В настоящее время во всем Кемитраскском приходе нет ни одного лопаря, но и здесь так же, как в некоторых местах Соданкила, особенно в погосте Куолаярви, жители изобличают лапландское свое происхождение некоторыми особенностями в языке и отчасти своей наружностью. В рассуждении нравов и образа жизни здесь столько же образованности, сколько во многих южных частях нашей страны.
Образованность и с нею вместе внешнее благосостояние распространены всего больше в приходе Кеми и Рованьеми, которые в древние времена также были населены лопарями, позднее же большую часть народонаселения составили пришельцы из Русской Карелии, или древней Биармии. Жители этих приходов все без исключения земледельцы, но это занятие не могло иметь больших успехов от многих физических препятствий и особливо от холодного климата. Зато лов семги очень здесь прибылен, также скотоводство служит значительным источником доходов. Поселяне Кеми и в Рованьеми наследовали от предков своих биармийцев великую охоту к торговым спекуляциям. Они не любят проводить время в праздности и дремоте у теплого очага, а любят пускаться вдаль за торговым промыслом, ходят в Петербург и в Стокгольм. Бесспорно, здесь должно искать причины необыкновенной образованности, которой отличаются здешние жители, и отсюда становится понятна их необыкновенная живость, присутствие духа, решимость и энергия во всех предприятиях. Может статься, и местные обстоятельства помогли в свою очередь обитателям Кеми и Рованьеми развить такие особенные качества. Известно, что река Кеми в нижней части своего течения быстра, многоводна и наполнена шумящими порогами и ревущими водопадами. Плавание по этой реке вниз и вверх всегда сопряжено с большими опасностями и требует не только великих усилий телесных, но и быстрого соображения и смелого духа. Жители проводят большую часть жизни на этой реке и, можно предполагать, что и это обстоятельство имеет влияние на их характер.
Я слышал, что в последние годы проложена дорога сухим путем из Кеми в Рованьеми и Кемитраск (низовье Кеми). Во время нашего лапландского путешествия эта дорога только пролагалась, и мы принуждены были плыть в лодке вниз по течению реки. На этом пути много различных чувств волновалось в душе моей: с самого раннего детства все водовороты, все водопады и пороги от Рованьеми до Кеми были мне знакомы, и в этих местах, где впервые увидел я Божий свет, они оставались моими единственными знакомцами, всех прочих похитила смерть. Все скорбные чувства проснулись при гробах друзей и милых родных, но вместе с ними проснулась и радость, что возобновляю знакомство с водоворотами, с порогами, с водопадами — дикими товарищами моих детских игр, столько раз готовых опрокинуть ладью мою и потопить меня. Так же, как в бывалое время, я как будто играл, летя по шумящим волнам и обливаясь брызгами пенистых стремнин. Кормчий часто уговаривал меня сойти на берег и пройти пешком те места, где водопады опасны. Он торжественно уверял, что хотя они опытные и присяжные кормчие, но не могут ручаться за благополучное плавание; я слушал его увещания и сидел в лодке и после не имел надобности раскаиваться в своем упрямстве, потому что Кормчий всех кормчих даровал нам благополучный переезд и счастливое возвращение в Кеми, где и окончилось наше лапландское странствие.

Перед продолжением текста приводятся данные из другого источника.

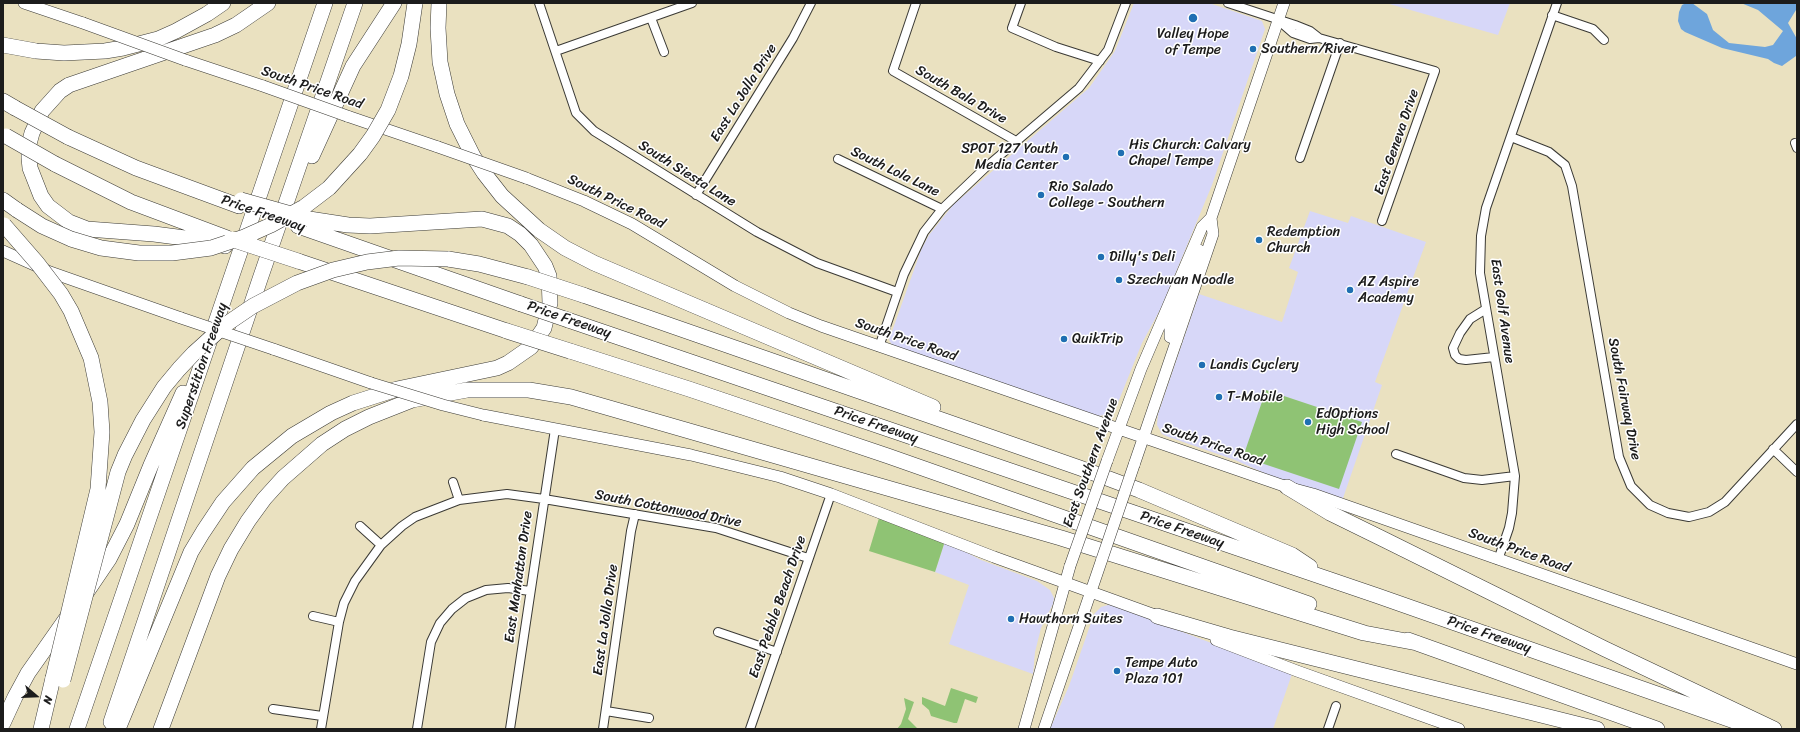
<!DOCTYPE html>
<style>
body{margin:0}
#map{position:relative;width:1800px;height:732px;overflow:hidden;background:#eae1c0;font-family:Sriracha,sans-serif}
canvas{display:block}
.frame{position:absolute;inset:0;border:4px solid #1c1c1c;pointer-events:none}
.north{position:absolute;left:16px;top:676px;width:40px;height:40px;-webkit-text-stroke:3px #fff;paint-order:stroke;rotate:109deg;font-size:11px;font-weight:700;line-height:16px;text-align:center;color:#1c1c1c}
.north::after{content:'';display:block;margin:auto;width:14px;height:18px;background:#1c1c1c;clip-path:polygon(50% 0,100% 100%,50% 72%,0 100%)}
</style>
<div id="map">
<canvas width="1800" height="732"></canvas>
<div class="frame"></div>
<div class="north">N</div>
</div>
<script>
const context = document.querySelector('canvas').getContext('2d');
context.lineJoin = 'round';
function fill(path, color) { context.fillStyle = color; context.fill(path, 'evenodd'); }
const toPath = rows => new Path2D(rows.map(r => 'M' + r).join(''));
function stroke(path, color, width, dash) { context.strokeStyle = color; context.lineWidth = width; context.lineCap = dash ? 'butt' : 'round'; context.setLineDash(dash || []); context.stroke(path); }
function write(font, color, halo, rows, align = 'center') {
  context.font = font + ' Sriracha,sans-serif'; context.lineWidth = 3; context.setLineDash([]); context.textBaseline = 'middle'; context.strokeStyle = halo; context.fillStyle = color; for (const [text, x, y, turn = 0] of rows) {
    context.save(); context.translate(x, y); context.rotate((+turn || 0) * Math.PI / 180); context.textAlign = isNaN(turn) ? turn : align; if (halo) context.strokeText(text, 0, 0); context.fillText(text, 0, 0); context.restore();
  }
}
fill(toPath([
 [1134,3,1209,3,1262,21,1265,29,1212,185,1161,308,1142,343,1115,410,1111,414,1098,416,892,345,889,340,921,250,929,235,953,205,1089,88,1115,51],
 [1386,3,1510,3,1498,35],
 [1310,211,1348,223,1351,216,1426,242,1375,382,1382,385,1342,501,1271,476,1235,460,1166,436,1162,434,1157,425,1158,414,1199,294,1282,322,1298,272,1289,268],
 [945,541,981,560,1037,581,1050,590,1054,598,1053,604,1041,628,1035,652,1033,674,949,644,969,585,935,572],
 [1108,605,1115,606,1292,674,1273,729,1050,729,1069,686,1094,614,1101,607]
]), '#d7d7f8');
fill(toPath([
 [1266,390,1362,422,1339,489,1243,457],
 [879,518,945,541,935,572,869,551],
 [951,688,978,697,976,703,965,699,957,723,954,723,931,716,929,710,922,704,922,697,945,706],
 [904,698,914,702,908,719,918,729,897,729,901,724,906,709]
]), '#8fc374');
fill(toPath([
 [1686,3,1692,3,1707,14,1713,30,1729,43,1765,47,1773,45,1783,31,1758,10,1741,3,1797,3,1796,10,1788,23,1797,39,1796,56,1782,66,1774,63,1768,59,1722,48,1685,32,1681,29,1678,21,1679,12,1682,5]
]), '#6ea5dc');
const street = toPath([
 [539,3,576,113,594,131,757,232,817,263,897,292],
 [916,3,893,71,1016,141],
 [1021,3,1012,28,1056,47,1100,61],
 [1228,3,1295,25,1310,31,1319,38],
 [1552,15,1593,29,1604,40],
 [651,18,664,52],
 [1278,20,1293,33,1310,39,1319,38,1435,71,1382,221],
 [556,51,692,3],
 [1511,137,1549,152,1565,165,1572,186,1619,457,1631,486,1650,505,1668,513,1689,517,1709,512,1725,502,1797,424],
 [1795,143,1797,148],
 [1300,158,1340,43],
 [838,159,942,209],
 [696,195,793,38,811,3],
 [1486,309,1470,319,1460,333,1453,348,1455,355,1459,359,1466,360,1494,357],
 [879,347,904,274,924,232,942,209,985,168,1079,88,1108,50,1126,3],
 [1773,449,1797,472],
 [1396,454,1464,478,1482,480,1515,476],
 [453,482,459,500],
 [360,526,381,545],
 [1498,560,1509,528,1512,513,1515,476,1480,273,1481,236,1486,208,1557,3],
 [313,616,339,622],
 [718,632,777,652],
 [273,709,322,716],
 [606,711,649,718],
 [321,729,339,622,344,603,355,581,381,545,402,526,415,517,459,500,507,494,544,499,716,528,808,558],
 [417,729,431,642,440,623,452,609,466,598,486,590,508,588,530,591],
 [510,729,555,429],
 [603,729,631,531,635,514],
 [750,729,831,494],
 [1328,729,1336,706]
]);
const secondary = toPath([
 [24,3,83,23],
 [185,60,263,86],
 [347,116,438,147],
 [526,178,584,201,632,224,735,286,789,313,821,326,1287,487,1313,494,1797,664],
 [3,251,50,272,181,318],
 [1177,340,1170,337,1170,329,1199,250],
 [273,349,371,383],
 [483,415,691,455,780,477,831,494,994,557,1163,618],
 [1107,461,1141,369,1202,227,1211,218],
 [1134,465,1213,234,1211,218,1284,3],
 [1216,640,1297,671,1459,729],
 [1024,729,1070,566],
 [1044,729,1102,559]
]);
const highway = toPath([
 [439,3,438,28,440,62,447,94,457,124,473,156,484,173,502,196,539,230,565,248,594,263,933,407],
 [3,45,36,51,64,53,105,51,123,48,158,39,176,31,207,14,223,3],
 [3,101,15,108],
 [68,137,136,168,239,206],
 [312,156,353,66,394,3],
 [55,164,131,202,227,238],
 [3,200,17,210],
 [298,226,521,304],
 [225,246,200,240,154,234,87,229,69,222,48,206,41,196,30,168,29,158,29,144,32,133,42,111,60,91,69,85,215,35,236,25,268,3],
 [448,259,479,264,528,277],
 [298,261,507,331],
 [583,295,1080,468,1139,490,1292,555,1310,567],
 [568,320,1378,596,1757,729],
 [570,351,689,389,888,456,1309,604],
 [1287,487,1330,513,1381,538,1605,649,1774,729],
 [86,593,109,559,127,524,151,465,183,393],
 [1157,616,1229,637,1597,729],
 [1408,640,1657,729],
 [111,722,260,279,355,3],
 [3,723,15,697,28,673,68,616],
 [41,729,53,678],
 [77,729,325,3],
 [118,729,191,552,203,532,223,502,253,468,292,436,331,413,353,403,397,389,497,368,508,363,531,347,544,328,550,303,549,276,545,266,531,245,520,234,508,226,482,219,370,226,348,225,309,219],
 [161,729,218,576,231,549,248,521,264,499,283,478,322,444,345,429,369,417,412,400,467,390,529,390,571,397,1061,538,1364,633,1417,643]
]);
stroke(street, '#3b3a35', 10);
stroke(secondary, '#3b3a35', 12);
stroke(highway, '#3b3a35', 16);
stroke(street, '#fff', 8);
stroke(secondary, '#fff', 11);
stroke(highway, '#fff', 15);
const secondaryBridge = toPath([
 [83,23,185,60],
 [263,86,347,116],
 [438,147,526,178],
 [181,318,273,349],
 [371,383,443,405,483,415],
 [1102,559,1134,465],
 [1070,566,1107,461]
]);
const highwayBridge = toPath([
 [15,108,68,137],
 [6,136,55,164],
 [241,200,309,219],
 [17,210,42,226,71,239,101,248,139,253,172,253,211,248,244,237,271,225,304,207,329,188,360,154,373,136,388,110,401,76,409,44,415,3],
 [4,225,38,264,61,294,71,311,91,358,100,402,102,432,98,489,53,678],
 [231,239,298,261],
 [528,277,583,295],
 [521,304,568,320],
 [507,331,570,351],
 [63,680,118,472,125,455,143,420,164,387,179,369,194,353,225,325,253,306,297,283,333,270,367,262,399,258,448,259]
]);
stroke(secondaryBridge, '#3b3a35', 12, []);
stroke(highwayBridge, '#3b3a35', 16, []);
stroke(secondaryBridge, '#fff', 11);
stroke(highwayBridge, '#fff', 15);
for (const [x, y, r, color] of [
 [1193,18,5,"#1f6fb2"],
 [1253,49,4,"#1f6fb2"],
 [1121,153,4,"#1f6fb2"],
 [1066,157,4,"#1f6fb2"],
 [1041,195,4,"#1f6fb2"],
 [1259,240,4,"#1f6fb2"],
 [1101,257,4,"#1f6fb2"],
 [1119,280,4,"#1f6fb2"],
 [1350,290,4,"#1f6fb2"],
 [1064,339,4,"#1f6fb2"],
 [1202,365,4,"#1f6fb2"],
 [1219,397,4,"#1f6fb2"],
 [1308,422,4,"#1f6fb2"],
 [1011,619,4,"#1f6fb2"],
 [1117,671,4,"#1f6fb2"]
]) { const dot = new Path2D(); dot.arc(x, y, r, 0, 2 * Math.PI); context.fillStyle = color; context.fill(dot); stroke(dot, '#fff', 1.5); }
write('14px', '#1c1c1c', '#fff', [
 ["Valley Hope",1193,34,"center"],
 ["of Tempe",1193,50,"center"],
 ["Southern/River",1261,49],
 ["His Church: Calvary",1129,145],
 ["Chapel Tempe",1129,161],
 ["SPOT 127 Youth",1058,149,"right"],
 ["Media Center",1058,165,"right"],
 ["Rio Salado",1049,187],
 ["College - Southern",1049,203],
 ["Redemption",1267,232],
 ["Church",1267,248],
 ["Dilly's Deli",1109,257],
 ["Szechwan Noodle",1127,280],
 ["AZ Aspire",1358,282],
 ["Academy",1358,298],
 ["QuikTrip",1072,339],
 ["Landis Cyclery",1210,365],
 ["T-Mobile",1227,397],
 ["EdOptions",1316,414],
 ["High School",1316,430],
 ["Hawthorn Suites",1019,619],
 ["Tempe Auto",1125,663],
 ["Plaza 101",1125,679]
], 'left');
write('14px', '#1c1c1c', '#fff', [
 ["South Price Road",312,88,19],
 ["East La Jolla Drive",744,93,-58],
 ["South Bala Drive",961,95,30],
 ["East Geneva Drive",1397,142,-71],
 ["South Lola Lane",895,172,26],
 ["South Siesta Lane",687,174,32],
 ["South Price Road",616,202,26],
 ["Price Freeway",263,214,19],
 ["East Golf Avenue",1502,311,82],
 ["Price Freeway",569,320,19],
 ["South Price Road",906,340,19],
 ["Superstition Freeway",202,366,-71],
 ["South Fairway Drive",1624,399,79],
 ["Price Freeway",876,425,19],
 ["South Price Road",1213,445,19],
 ["East Southern Avenue",1091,463,-70],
 ["South Cottonwood Drive",668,509,11],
 ["Price Freeway",1182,530,19],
 ["South Price Road",1519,551,20],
 ["East Manhatton Drive",519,577,-82],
 ["East Pebble Beach Drive",778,607,-71],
 ["East La Jolla Drive",606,620,-82],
 ["Price Freeway",1489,635,19]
]);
</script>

Поездка в Русскую Карелию летом 1839 года
По возвращении моем из Лапландии от многих услышал я, что в скором времени Императорская Санкт-Петербургская Академия наук снарядит ученую экспедицию в Сибирь и желает найти финляндца, который согласился бы туда ехать для разыскания наречий и этнографических отношений различных сибирских народов, состоящих в родстве с финским племенем. Я стал думать, не гожусь ли я для этого дела, вошел в переписку с нашим земляком Шёгреном, членом Академии, и, обнадеженный им, поспешил усвоить себе сведения, необходимые для этого путешествия. Я продолжал заниматься, как наконец весной 1839 года Ш ё г р е н уведомил меня, что все приготовления к ученой экспедиции отложены и что он не знает, когда эта ученая поездка состоится; он советовал мне оставить надежды и устроить мои ученые занятия независимо от Академии. Лишь только получил я это известие, то не медля обратился к обществу финской словесности с просьбой помочь мне совершить давно предположенное путешествие к живущим в Архангельской губернии карелам. Общество приняло благосклонно мое предложение и назначило вспомоществования 300 рублей ассигнациями на четыре летних месяца. Я отправился в начале мая 1839 года из Гельзингфорса в сопровождении двух молодых студентов И. М. и И. Р. Тенгстрёмов ив половине сентября возвратился назад.